Being under guardianship because you have a mental illness
doesn't mean you're incapable of making an informed decision at the polls. People can be placed under guardianship by the courts for several reasons, among them being unable to manage finances properly. I know of lots of people who shouldn't be allowed to own a credit card, let alone a checkbook. Take a look at how the government handles money.
If anything, people under guardianship for mental illness should be allowed to vote. After all, the state calls the shots in determining how people with mental illness will be treated.
Is there a person alive today who has made an informed decision at the polls every election for every referendum question, for every office?
It's not unheard of for legislators to vote for and against bills based solely on which party drafted the bill. Citizens routinely vote for candidates based on the candidates' appearance. How irrational is that?

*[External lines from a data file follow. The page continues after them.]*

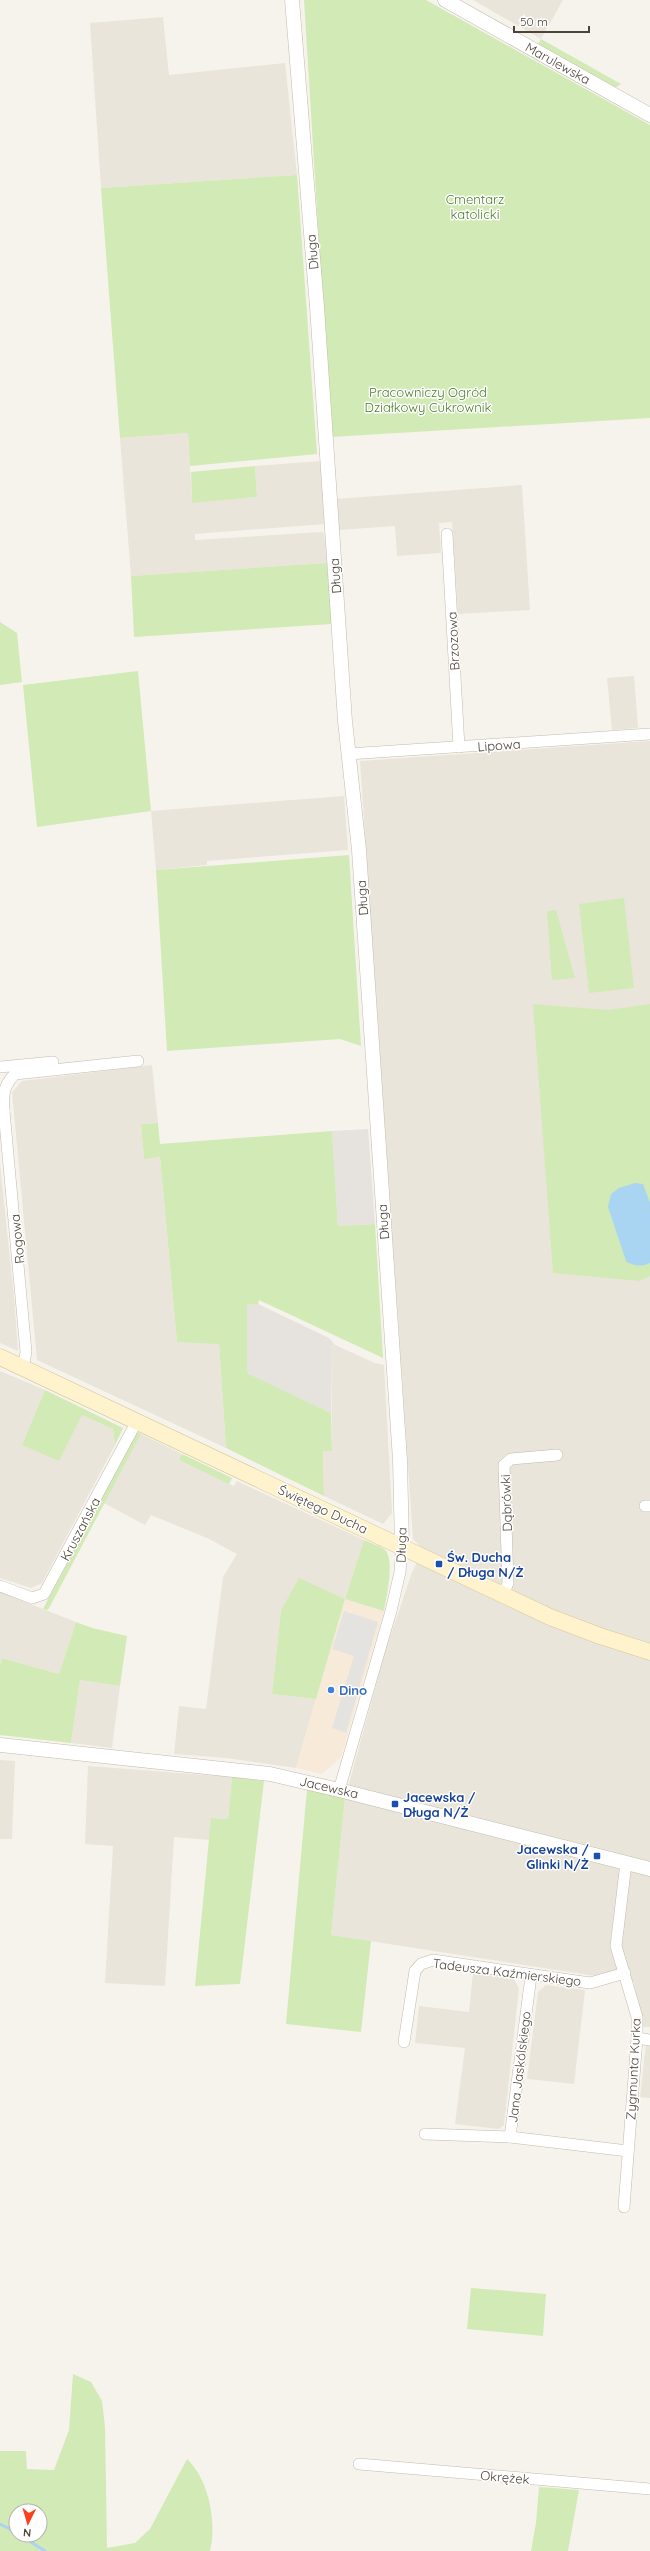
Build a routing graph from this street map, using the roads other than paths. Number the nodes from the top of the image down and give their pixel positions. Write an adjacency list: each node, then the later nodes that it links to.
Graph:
1 (292, 0): 7 (street, Długa)
2 (445, 0): 3 (street, Marulewska)
3 (650, 115)
4 (447, 534): 6 (street, Brzozowa)
5 (650, 734): 6 (street, Lipowa)
6 (459, 747): 7 (street, Lipowa)
7 (348, 754): 16 (street, Długa)
8 (138, 1061): 11 (street, Rogowa)
9 (53, 1062): 10 (street)
10 (0, 1067)
11 (2, 1111): 13 (street, Rogowa)
12 (0, 1357): 13 (main road, Świętego Ducha)
13 (23, 1368): 14 (main road, Świętego Ducha)
14 (137, 1422): 16 (main road, Świętego Ducha); 17 (street, Kruszańska)
15 (557, 1455): 18 (street, Dąbrówki)
16 (402, 1546): 18 (main road, Świętego Ducha); 21 (street, Długa)
17 (0, 1586)
18 (503, 1595): 19 (main road, Świętego Ducha)
19 (650, 1652)
20 (0, 1745): 21 (street, Jacewska)
21 (339, 1790): 22 (street, Jacewska)
22 (626, 1863): 23 (street, Jacewska); 24 (street, Zygmunta Kurka)
23 (650, 1869)
24 (625, 1973): 25 (street, Tadeusza Kaźmierskiego); 26 (street, Zygmunta Kurka)
25 (531, 1976): 28 (street, Tadeusza Kaźmierskiego); 30 (street, Jana Jaskólskiego)
26 (637, 2038): 27 (street); 31 (street, Zygmunta Kurka)
27 (650, 2040)
28 (404, 2042)
29 (425, 2134): 30 (street)
30 (510, 2137): 31 (street, Jana Jaskólskiego)
31 (628, 2151): 32 (street, Zygmunta Kurka)
32 (624, 2207)
33 (359, 2464): 34 (street, Okrężek)
34 (650, 2489)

Of course, only a little more than half of eligible voters in
Maine even bother to vote.
What Question 5 comes down to is whether the electorate is
ignorant enough to continue blatant discrimination that serves no
compelling interest. Joe Six-pack sits in his trashy trailer down the road, guzzles beer, doesn't watch the evening news and doesn't read the newspaper. He's not likely to vote. But he can if he wants to, even if he has no idea what he's doing when he completes the arrow on the ballot.
On the other hand, David Bargmann, who lives in a South Portland group home, can't vote because he's under state guardianship for having a mental illness. It doesn't matter that Bargmann studied political science at MIT. It doesn't matter that he and three of his housemates were interested enough in the political process that they went to City Hall last fall to register, only to be turned away.
Maine gave people under guardianship for mental retardation the right to vote in 1965. Theoretically, a person with an IQ of 40 who can't talk, can't read and doesn't watch the news could walk into the polls Nov. 4 and vote.
The issue isn't really whether a person can make an informed
decision. If it were, perhaps we should be required to take a test to see whether we know what voting yes on referendum questions would mean and what candidates stand for.
There should be no lines drawn when it comes to who can vote.
Voting is a right, not a privilege. What imminent doom could possibly befall us if the 50 to 100 people under guardianship in Maine for mental illness were allowed to vote? These people have done nothing wrong. Like you and I, they are trying to be productive members of society. Vote "yes" on Question 5.